■ Material for the task
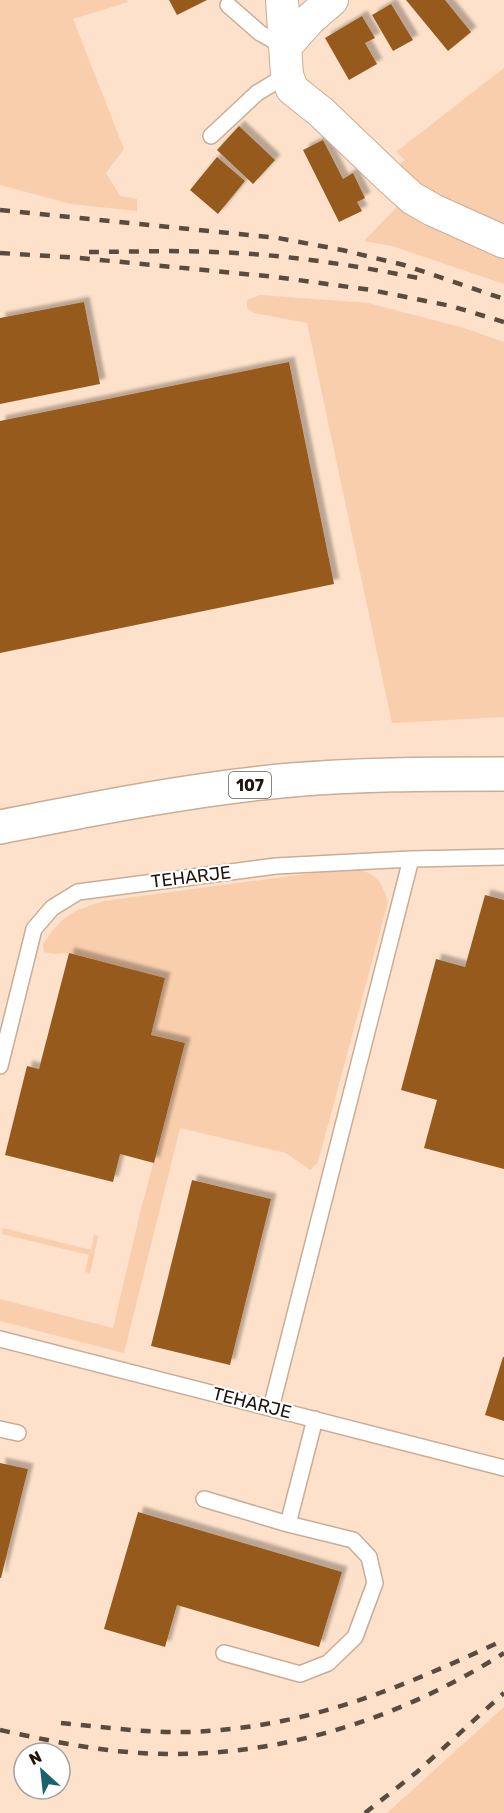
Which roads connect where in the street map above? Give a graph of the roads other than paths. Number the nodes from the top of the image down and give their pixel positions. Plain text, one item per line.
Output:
1 (282, 0) edge
2 (332, 0) edge
3 (228, 5) dead end
4 (286, 61) junction
5 (210, 136) dead end
6 (504, 243) edge
7 (504, 774) edge
8 (0, 827) edge
9 (504, 858) edge
10 (411, 859) junction
11 (0, 1066) edge
12 (0, 1339) edge
13 (271, 1408) junction
14 (315, 1419) junction
15 (0, 1429) edge
16 (18, 1433) dead end
17 (504, 1468) edge
18 (204, 1499) dead end
19 (288, 1524) junction
20 (224, 1653) dead end

1 - 4 street
2 - 4 street
3 - 4 lane
4 - 5 lane
4 - 6 street
7 - 8 main road, 107
9 - 10 lane, TEHARJE
10 - 11 lane, TEHARJE
10 - 13 lane
12 - 13 lane, TEHARJE
13 - 14 lane, TEHARJE
14 - 17 lane, TEHARJE
14 - 19 lane
15 - 16 lane
18 - 19 lane
19 - 20 lane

■ What you are asked to do
Leave out the pictures and return the listing exactly.

■ Result of the task
Which roads connect where in the street map above? Give a graph of the roads other than paths. Number the nodes from the top of the image down and give their pixel positions. Plain text, one item per line.
Output:
1 (282, 0) edge
2 (332, 0) edge
3 (228, 5) dead end
4 (286, 61) junction
5 (210, 136) dead end
6 (504, 243) edge
7 (504, 774) edge
8 (0, 827) edge
9 (504, 858) edge
10 (411, 859) junction
11 (0, 1066) edge
12 (0, 1339) edge
13 (271, 1408) junction
14 (315, 1419) junction
15 (0, 1429) edge
16 (18, 1433) dead end
17 (504, 1468) edge
18 (204, 1499) dead end
19 (288, 1524) junction
20 (224, 1653) dead end

1 - 4 street
2 - 4 street
3 - 4 lane
4 - 5 lane
4 - 6 street
7 - 8 main road, 107
9 - 10 lane, TEHARJE
10 - 11 lane, TEHARJE
10 - 13 lane
12 - 13 lane, TEHARJE
13 - 14 lane, TEHARJE
14 - 17 lane, TEHARJE
14 - 19 lane
15 - 16 lane
18 - 19 lane
19 - 20 lane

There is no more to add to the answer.